A simple question about baseball’s schedule reveals something deeper. Obvious problems sometimes survive because fixing them is riskier than leaving them alone.
Early March has always been my favorite part of Spring Training. Young players getting meaningful playing time in Major League games with backfield games starting up — how can you not be romantic about baseball?
Alas, the spring isn’t without frustrations. Because as much as I enjoy this time of year, it’s also a striking example of how inertia and misaligned incentives enable obviously incorrect practices to persist.
What am I referring to? That the days during Spring Training start way too early.
Before we get too far, it’s worth admitting that I’m the diametric opposite of a morning person. If it was up to me, sleeping in would be more normalized across society.
But the thing about Spring Training start times is that no one thinks they should be as early as they are. More often than not, there is emphatic agreement that something needs to change.
Professional baseball is a highly competitive environment mixing elite athletics with high-pressure decisions. It’s well understood that sleep, rest, and recovery have huge impacts on performance, injury prevention, and critical thinking. Some might quibble on the magnitude of the effect, but directionally, there is no argument, evidenced by the large investments teams make in specialists and technology to track, evaluate, and improve sleep. Expecting young athletes — and in the minor leagues we’re often talking about teenagers — to get 7-8 hours of sleep before an early morning training session is unrealistic.

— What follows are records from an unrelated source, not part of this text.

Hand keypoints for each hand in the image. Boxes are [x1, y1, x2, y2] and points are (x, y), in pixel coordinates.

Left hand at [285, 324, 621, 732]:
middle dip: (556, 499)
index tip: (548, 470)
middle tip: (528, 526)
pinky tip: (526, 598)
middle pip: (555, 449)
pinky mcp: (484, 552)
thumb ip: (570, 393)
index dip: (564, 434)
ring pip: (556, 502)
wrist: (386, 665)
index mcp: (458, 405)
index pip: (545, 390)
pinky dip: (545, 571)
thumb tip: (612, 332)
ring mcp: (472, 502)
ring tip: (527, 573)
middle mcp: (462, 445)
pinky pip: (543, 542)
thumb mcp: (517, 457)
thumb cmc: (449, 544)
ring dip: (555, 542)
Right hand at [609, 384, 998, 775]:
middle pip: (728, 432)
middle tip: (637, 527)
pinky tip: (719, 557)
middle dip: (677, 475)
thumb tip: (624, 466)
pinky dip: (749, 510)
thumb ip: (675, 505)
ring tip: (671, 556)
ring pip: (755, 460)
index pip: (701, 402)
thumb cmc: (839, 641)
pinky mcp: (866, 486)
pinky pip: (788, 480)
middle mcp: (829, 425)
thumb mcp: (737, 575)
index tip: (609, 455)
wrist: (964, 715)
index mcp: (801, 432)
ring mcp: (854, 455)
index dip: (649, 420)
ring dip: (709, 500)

And yet every year, camps across Florida and Arizona still hold workouts that require players and staff to arrive before the sun comes up.
If you ask someone why that is, they’ll try to provide some sort of explanation. I’ve heard them all. The most convincing is probably that the games begin around 1:00 pm, necessitating early start times so players and staff can finish their work beforehand. But that rationale falls apart on inspection because teams set their own game times during Spring Training1, and the workouts don’t begin any later before games start.

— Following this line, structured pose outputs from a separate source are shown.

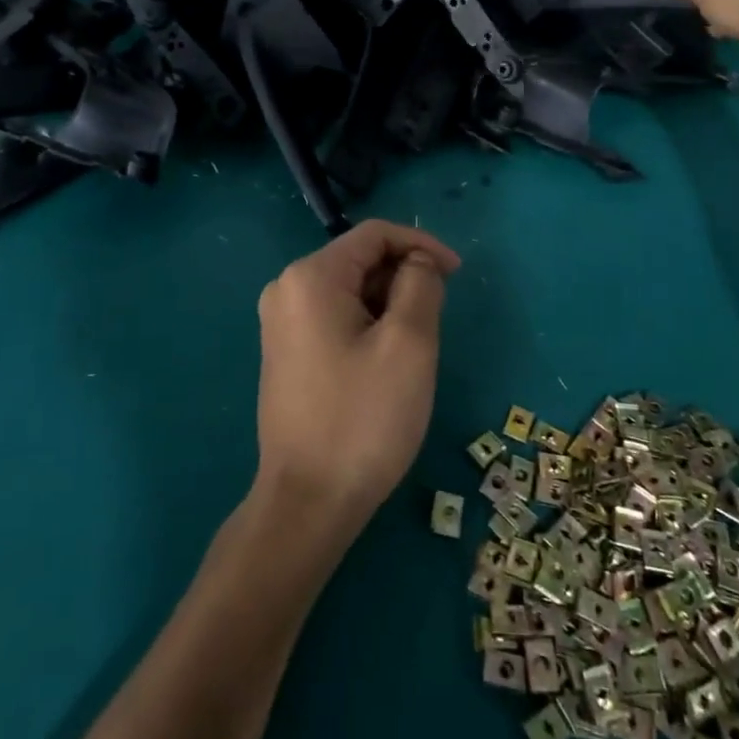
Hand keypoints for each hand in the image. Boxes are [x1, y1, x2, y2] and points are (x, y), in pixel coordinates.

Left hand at [254, 220, 461, 534]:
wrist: (308, 503)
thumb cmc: (363, 418)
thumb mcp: (408, 344)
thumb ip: (420, 285)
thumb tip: (418, 262)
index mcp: (310, 277)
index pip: (374, 235)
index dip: (421, 244)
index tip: (457, 274)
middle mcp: (286, 288)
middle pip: (359, 260)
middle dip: (403, 278)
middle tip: (435, 323)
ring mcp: (281, 322)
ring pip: (349, 290)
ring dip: (388, 304)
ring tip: (412, 350)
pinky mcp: (285, 351)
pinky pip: (335, 316)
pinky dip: (368, 324)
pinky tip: (384, 363)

I’ve even witnessed a General Manager ask why the days start so early, as if he wasn’t the person most empowered to change things.

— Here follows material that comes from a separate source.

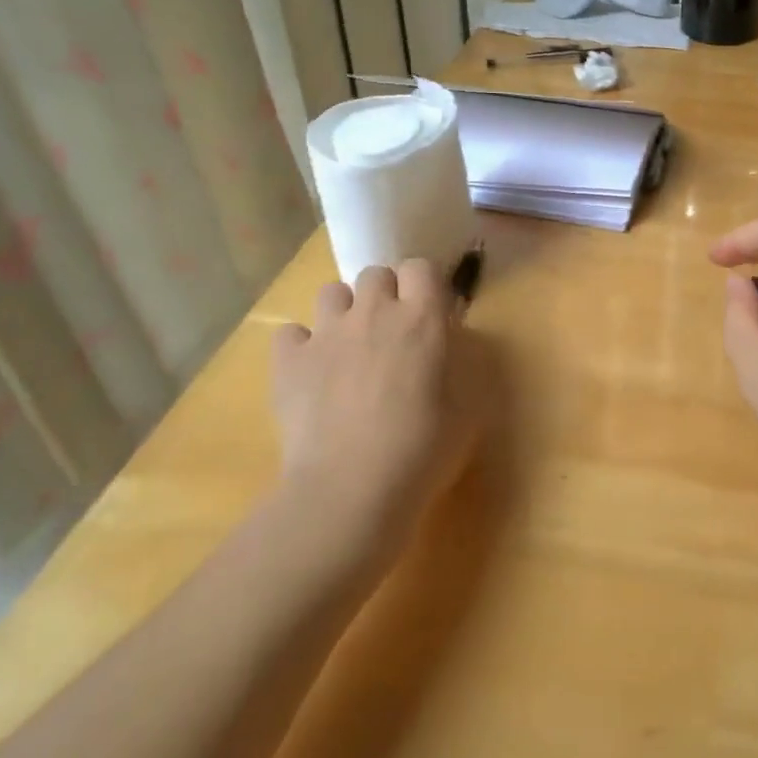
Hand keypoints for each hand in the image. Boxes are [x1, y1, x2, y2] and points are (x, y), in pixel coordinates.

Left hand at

Now, I bring all of this up not to be critical of any one person or organization. The people that work in sports are bright, creative, and driven. But the simple reality is that this is an all-too-familiar situation where something is likely wrong, easily fixable, and yet stays the same.
It’s puzzling and frustrating to think about. In an industry seemingly obsessed with efficiency and competitive advantage, how do teams justify this type of behavior?
Inertia and peer pressure — while both poor reasons — are big factors. Things have been done a certain way in baseball for a long time. Change is uncomfortable for coaches and players, particularly veteran players who have grown accustomed to routine.
If we dig a little deeper, the more powerful force is that the incentive structure facing leaders in the sports industry doesn’t encourage change when the benefits are hard to prove.
Let’s say that the General Manager I referenced decides he’s had enough and he shifts the team’s Spring Training schedule so that games, workouts, and meetings begin later. He explains to players and staff that this is to prioritize rest, recovery, and well-being, and he truly believes this is going to help the organization perform better in the upcoming season.
In the best case scenario, the team stays healthy and outperforms their expectations. Is that because of the later start times in Spring Training? How much did the extra rest and recovery help the team? What would have happened if they didn’t adjust the times?
These questions cannot be answered. There is no control group2, making attribution impossible. The team may succeed, but there’s no clear way to credit the change.
That’s the best case scenario. There’s also a full spectrum of outcomes where the team plays poorly or has a rash of injuries.
In those scenarios, attribution isn’t any more feasible, but that probably wouldn’t stop a narrative from developing. An article would be written that the clubhouse was too relaxed, a veteran would complain publicly, or unnamed sources in the organization would talk about how serious teams get to work early in the day.
Leaders aren’t going to risk that type of visible downside, particularly in an industry where job security is hard to come by atop organizations. Better to stick with the status quo, even if that doesn’t live up to the standard of sound decision-making they hope to uphold in other spaces.
Changing something as benign as Spring Training start times wouldn’t actually be difficult. It is research-backed, requires no dedicated budget, and is supported by many people throughout organizations. The ease is the most frustrating part.
What makes the move challenging is accepting that any benefits likely come without proof.
Even with small changes, someone has to take responsibility for outcomes they can’t control or predict. In environments where leaders feel trusted and empowered, that isn’t a problem. Unfortunately, those don’t always exist in professional sports. Leaving players, coaches, and staffers with early morning wake-up calls, spring after spring.
The only place where teams don’t have control over start times is with regards to Major League road games. That applies to a small percentage of the days (less than 30%), most players won’t play in those games, and teams can always ask the home team to start later.
Or way to play out the change 10,000 times.